1st-tier regional men's professional basketball league

The ABA League, renamed the ABA League First Division in 2017, is the top-tier regional men's professional basketball league that originally featured clubs from former Yugoslavia (Bosnia and Herzegovina, Croatia, Montenegro, North Macedonia, Serbia and Slovenia). Due to sponsorship reasons, the league was also known as the Goodyear League from 2001 to 2006, the NLB League from 2006 to 2011, and as the AdmiralBet ABA League from 2021.

The league coexists alongside scaled-down national leagues in Bosnia and Herzegovina, Croatia, North Macedonia, Montenegro, Serbia, and Slovenia.

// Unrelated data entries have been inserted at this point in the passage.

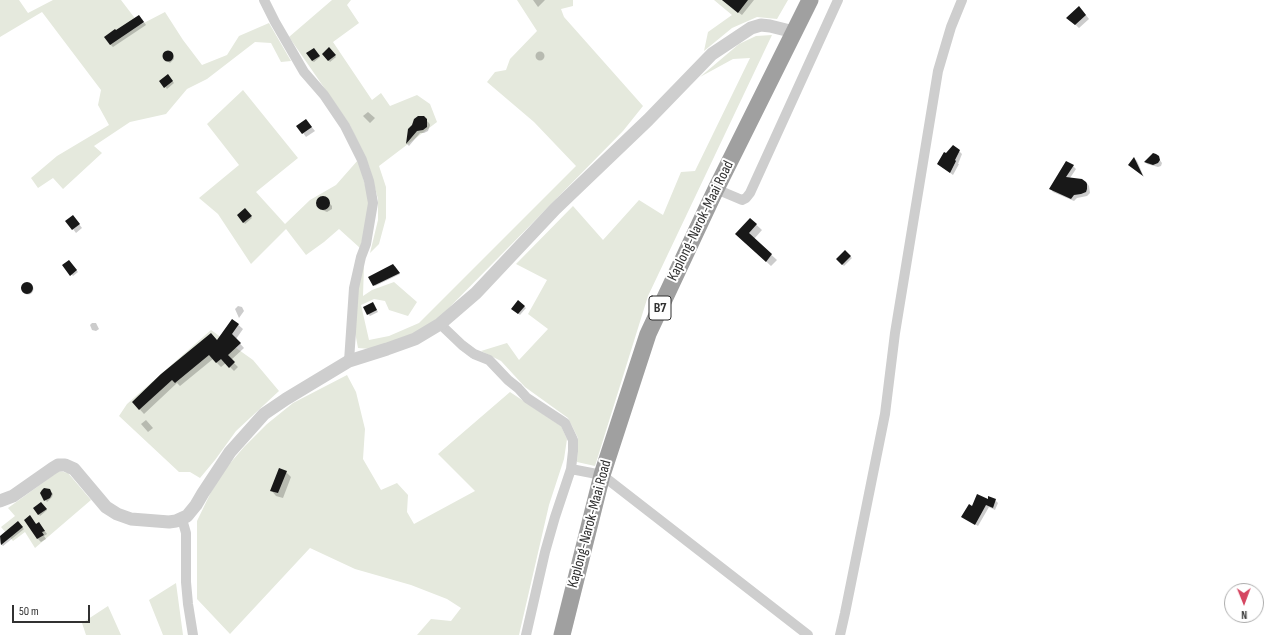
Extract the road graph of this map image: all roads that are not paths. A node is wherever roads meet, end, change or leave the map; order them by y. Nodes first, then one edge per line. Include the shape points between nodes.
1 (264, 0) edge
2 (810, 0) edge
3 (838, 0) edge
4 (962, 0) edge
5 (794, 32) junction
6 (716, 189) junction
7 (440, 324) junction
8 (349, 361) junction
9 (571, 469) junction
10 (602, 475) junction
11 (0, 501) edge
12 (182, 519) junction
13 (193, 635) edge
14 (526, 635) edge
15 (562, 635) edge
16 (808, 635) edge
17 (840, 635) edge

1 - 8 street via 304,72 324,94 345,126 369,181 373,203 366,244 354,288
2 - 5 highway, Kaplong-Narok-Maai Road / B7
3 - 6 street via 750,193 742,200
4 - 17 street via 950,27 938,71 894,333 885,414
5 - 6 highway, Kaplong-Narok-Maai Road / B7
5 - 7 street via 770,26 751,28 712,54 648,120 555,209 476,293
6 - 10 highway, Kaplong-Narok-Maai Road / B7 via 648,334
7 - 8 street via 415,339
7 - 9 street via 474,354 489,360 527,398 565,423 573,440
8 - 12 street via 264,414 230,452 196,506
9 - 10 street
9 - 14 street via 545,552
10 - 15 highway, Kaplong-Narok-Maai Road / B7
10 - 16 street
11 - 12 street via 13,496 58,465 65,465 74,469 106,507 117,514 131,519 169,522
12 - 13 street via 186,533 186,582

All but one of Adriatic League clubs join their country's own competitions in late spring after the Adriatic League regular season and post-season have been completed. In the past, the league has also consisted of clubs from Bulgaria (Levski), the Czech Republic (ČEZ Nymburk), Hungary (Szolnoki Olaj), and Israel (Maccabi Tel Aviv) that received wild card invitations. For the 2024–25 season Dubai Basketball from the United Arab Emirates is also joining the league. In the following 2025–26 season, it was expanded to 18 teams with the participating other European countries in Romania (U-BT Cluj-Napoca) and Austria (BC Vienna) and two nine team groups.

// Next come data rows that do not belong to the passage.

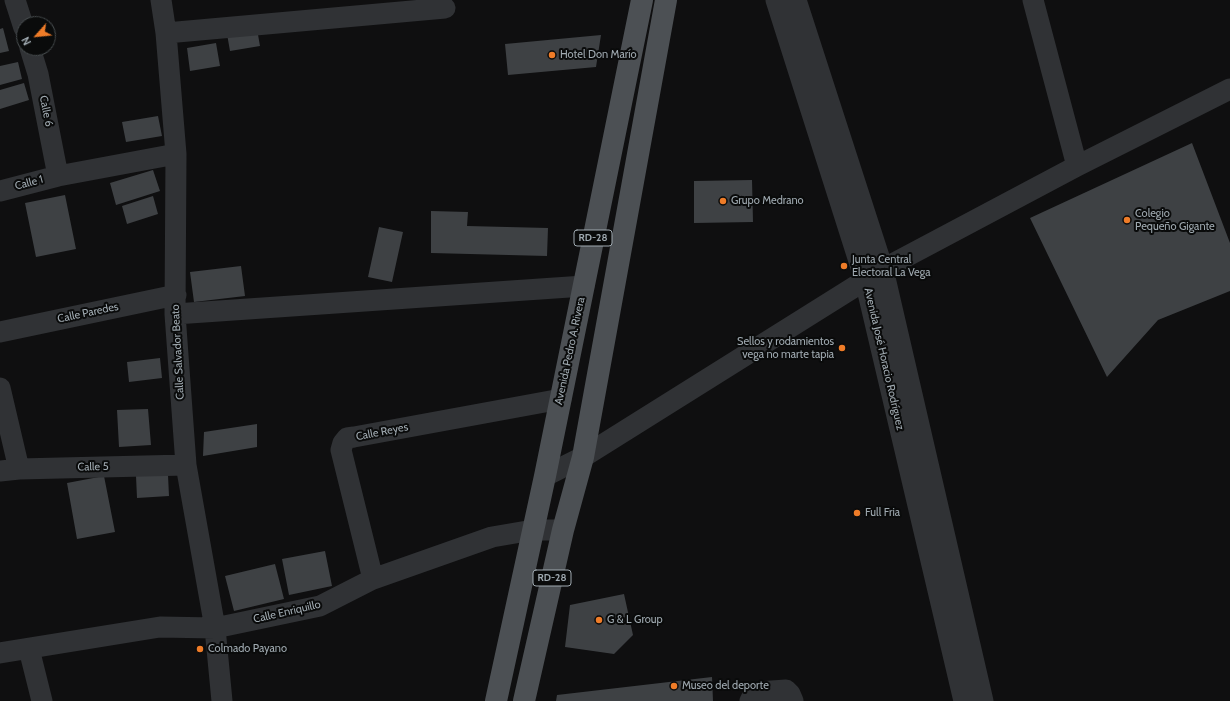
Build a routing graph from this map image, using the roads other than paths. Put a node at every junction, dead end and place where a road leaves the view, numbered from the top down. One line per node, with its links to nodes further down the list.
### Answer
1 (15, 0): 9 (street)
2 (161, 0): 10 (street, Calle Salvador Beato)
3 (642, 0): 19 (main road, Avenida Pedro A. Rivera / RD-28)
4 (666, 0): 24 (main road, RD-28)
5 (776, 0): 18 (street, Avenida José Horacio Rodríguez)
6 (796, 0): 17 (street, Avenida José Horacio Rodríguez)
7 (1033, 0): 14 (street)
8 (446, 8): 10 (street)
9 (20, 16)
10 (166, 33): 13 (street, Calle Salvador Beato)
11 (32, 56): 15 (street, Calle 6)
12 (1230, 88): 14 (street)
13 (176, 154): 15 (street, Calle 1); 20 (street, Calle Salvador Beato)
14 (1077, 166): 17 (street)
15 (58, 176): 16 (street, Calle 1)
16 (0, 191)
17 (883, 269): 18 (street); 41 (street, Avenida José Horacio Rodríguez)
18 (865, 280): 24 (street); 40 (street, Avenida José Horacio Rodríguez)
19 (584, 286): 20 (street, Calle Paredes); 23 (main road, Avenida Pedro A. Rivera / RD-28)
20 (175, 304): 21 (street, Calle Paredes); 25 (street, Calle Salvador Beato)
21 (0, 332)
22 (0, 388): 26 (street)
23 (560, 399): 27 (main road, Avenida Pedro A. Rivera / RD-28); 30 (street, Calle Reyes)
24 (583, 457): 27 (street); 29 (main road, RD-28)
25 (186, 465): 26 (street, Calle 5); 31 (street, Calle Salvador Beato)
26 (9, 470)
27 (545, 476): 28 (main road, Avenida Pedro A. Rivera / RD-28)
28 (533, 530): 29 (street, Calle Enriquillo); 30 (street, Calle Enriquillo); 36 (main road, Avenida Pedro A. Rivera / RD-28)
29 (563, 530): 37 (main road, RD-28)
30 (373, 579): 31 (street, Calle Enriquillo)
31 (215, 628): 32 (street, Calle Enriquillo); 35 (street, Calle Salvador Beato)
32 (28, 649): 33 (street, Calle Enriquillo); 34 (street)
33 (0, 653)
34 (42, 701)
35 (222, 701)
36 (496, 701)
37 (524, 701)
38 (750, 701): 39 (street)
39 (793, 701)
40 (964, 701)
41 (983, 701)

The Adriatic League is a private venture, founded in 2001 and run until 2015 by the Sidro, a Slovenian limited liability company. Since 2015, the league has been operated by ABA League JTD, a Zagreb-based general partnership for organizing sports competitions. Adriatic Basketball Association is the body that organizes the league and is a full member of ULEB, as well as a voting member of Euroleague Basketball's board.

==History==
At various points throughout mid-to-late 1990s, in the years following the breakup of SFR Yugoslavia and ensuing Yugoslav Wars, different basketball administrators from the newly formed southeast European countries floated and informally discussed the idea of re-assembling a joint basketball competition to fill the void left by the dissolution of the former Yugoslav Basketball League whose last season was 1991–92.

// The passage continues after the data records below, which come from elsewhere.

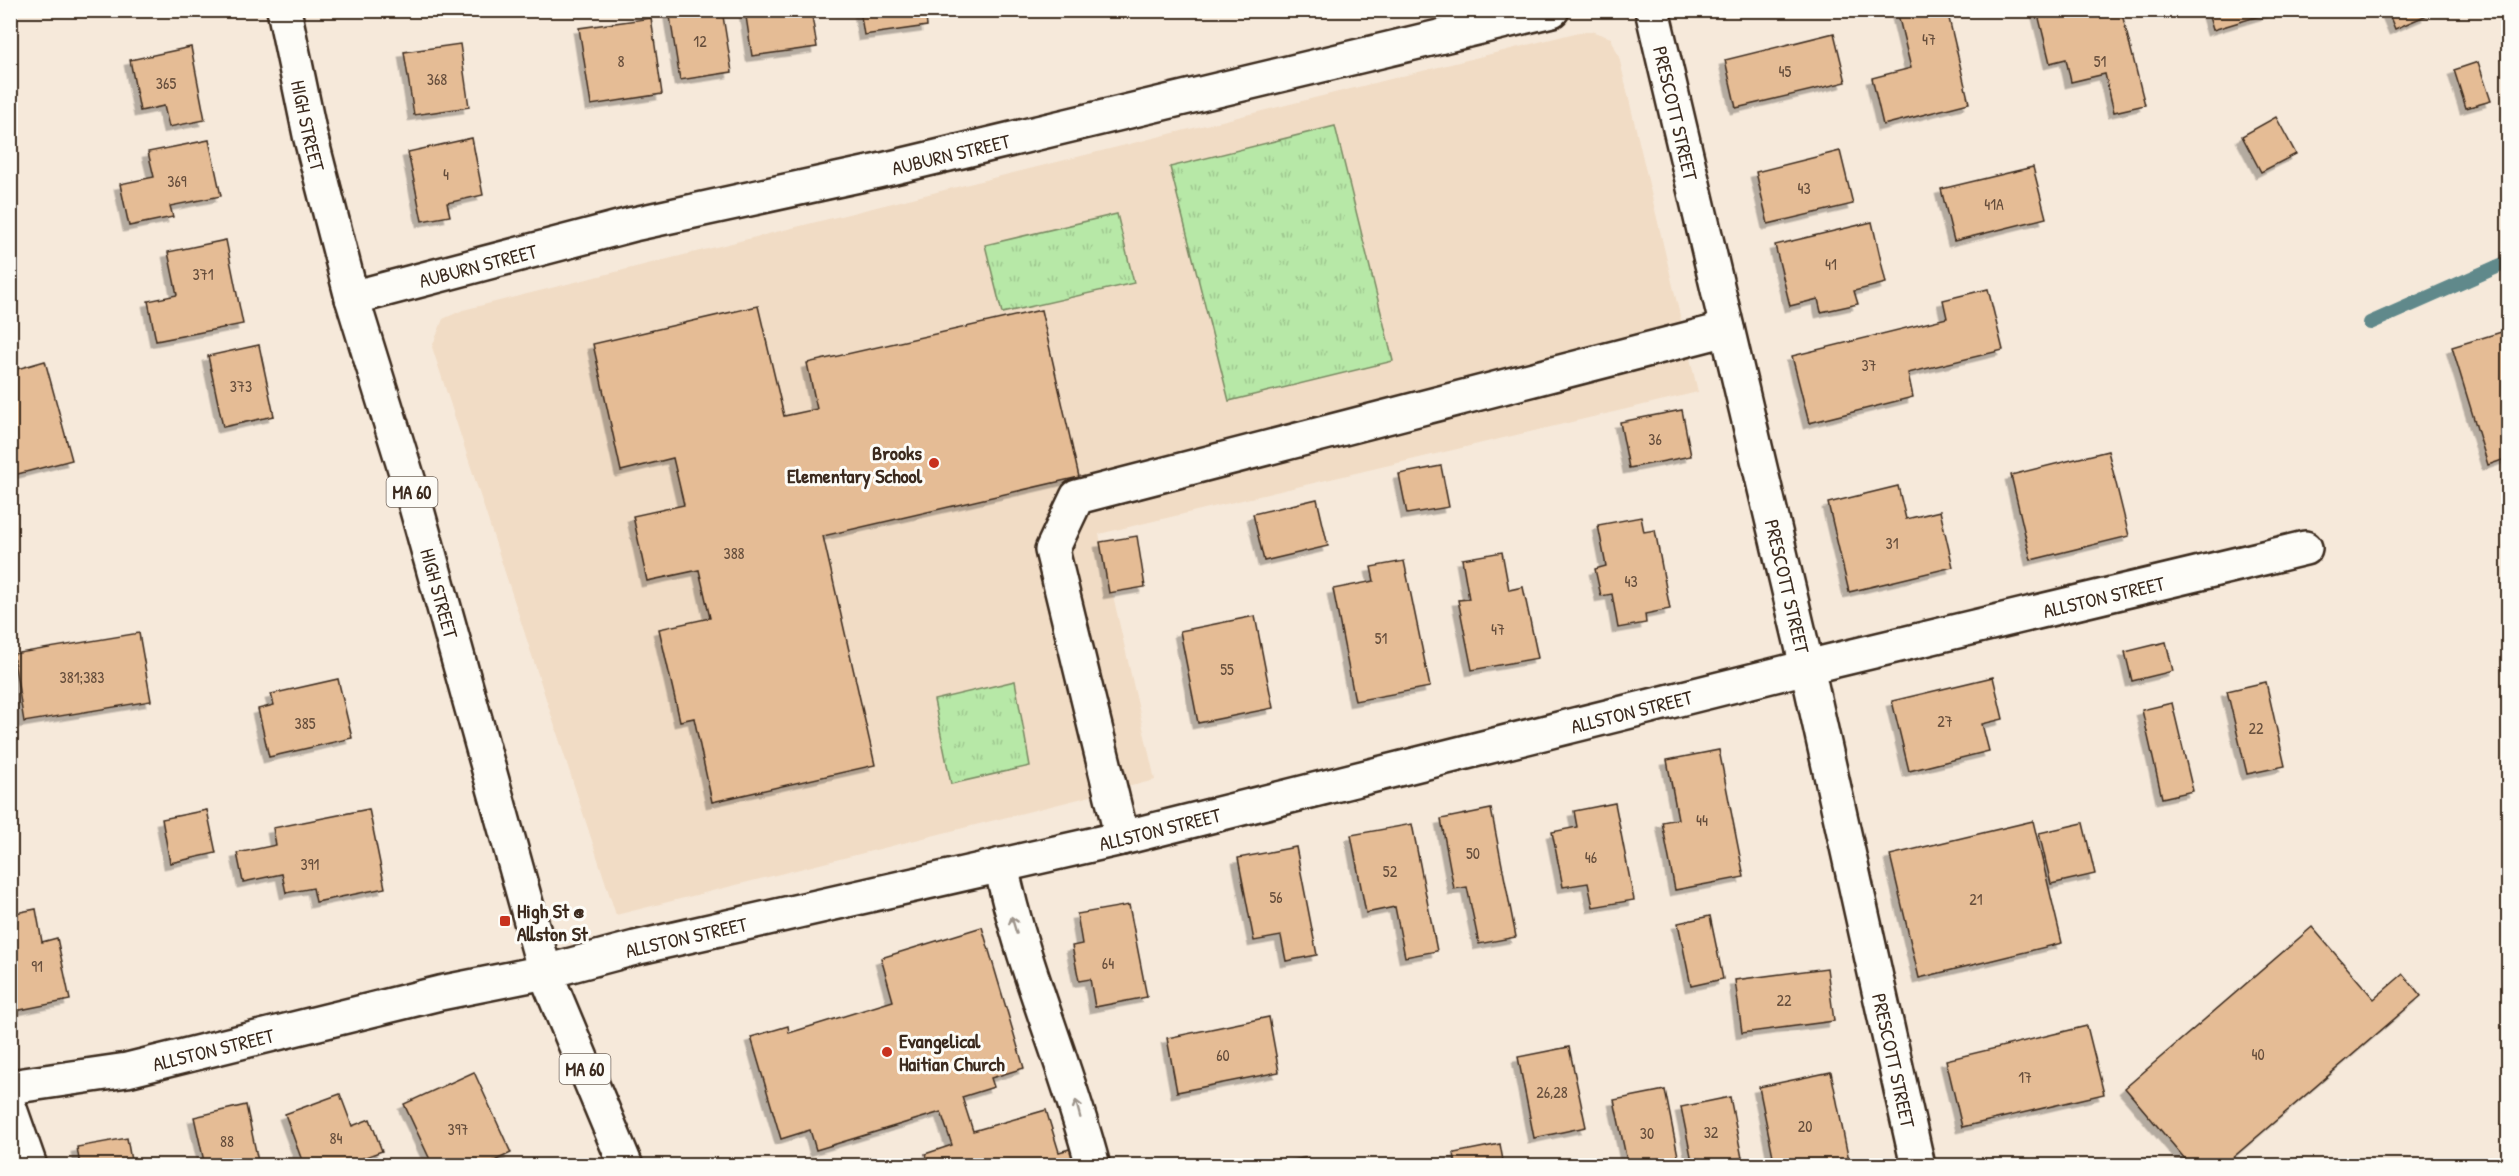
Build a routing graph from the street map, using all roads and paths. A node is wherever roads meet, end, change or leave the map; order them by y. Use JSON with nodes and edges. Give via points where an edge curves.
{"nodes":[{"id":1,"x":284,"y":10,"type":"edge"},
{"id":2,"x":1552,"y":10,"type":"edge"},
{"id":3,"x":1652,"y":10,"type":"edge"},
{"id":4,"x":352,"y":297,"type":"junction"},
{"id":5,"x":1727,"y":329,"type":"junction"},
{"id":6,"x":2305,"y":548,"type":"dead end"},
{"id":7,"x":1807,"y":667,"type":"junction"},
{"id":8,"x":1122,"y":838,"type":"junction"},
{"id":9,"x":1001,"y":865,"type":"junction"},
{"id":10,"x":544,"y":972,"type":"junction"},
{"id":11,"x":10,"y":1087,"type":"edge"},
{"id":12,"x":10,"y":1109,"type":"edge"},
{"id":13,"x":30,"y":1166,"type":"edge"},
{"id":14,"x":626,"y":1166,"type":"edge"},
{"id":15,"x":1093,"y":1166,"type":"edge"},
{"id":16,"x":1918,"y":1166,"type":"edge"}],
"edges":[{"from":1,"to":4,"type":"street","name":"HIGH STREET","number":"MA 60","via":[[310,135]]},
{"from":2,"to":4,"type":"street","name":"AUBURN STREET","via":[[924,160],[633,224]]},
{"from":3,"to":5,"type":"street","name":"PRESCOTT STREET"},
{"from":4,"to":10,"type":"street","name":"HIGH STREET","number":"MA 60","via":[[412,492]]},
{"from":5,"to":7,"type":"street","name":"PRESCOTT STREET"},
{"from":5,"to":8,"type":"street","via":[[1077,497],[1052,550]]},
{"from":6,"to":7,"type":"street","name":"ALLSTON STREET"},
{"from":7,"to":8,"type":"street","name":"ALLSTON STREET"},
{"from":7,"to":16,"type":"street","name":"PRESCOTT STREET"},
{"from":8,"to":9,"type":"street","name":"ALLSTON STREET"},
{"from":9,"to":10,"type":"street","name":"ALLSTON STREET"},
{"from":15,"to":9,"type":"street","one_way":true,"via":[[1077,1103],[1013,922]]},
{"from":10,"to":11,"type":"street","name":"ALLSTON STREET","via":[[440,993],[128,1070]]},
{"from":10,"to":14,"type":"street","name":"HIGH STREET","number":"MA 60"},
{"from":12,"to":13,"type":"street"}]}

However, no concrete action towards that end was taken before the summer 2000 ULEB-supported creation of Euroleague Basketball Company under the leadership of Jordi Bertomeu that immediately confronted FIBA Europe, then proceeded to take a handful of top European clubs into its new competition for the 2000–01 season thereby opening an organizational split in European club basketball. During the 2000–01 split in the continent's top club competition, local regional basketball administrators from the ULEB-affiliated clubs Cibona, Olimpija, and Budućnost (that already competed in this new 'breakaway' Euroleague competition) shifted the discussions of creating a regional basketball league into higher gear.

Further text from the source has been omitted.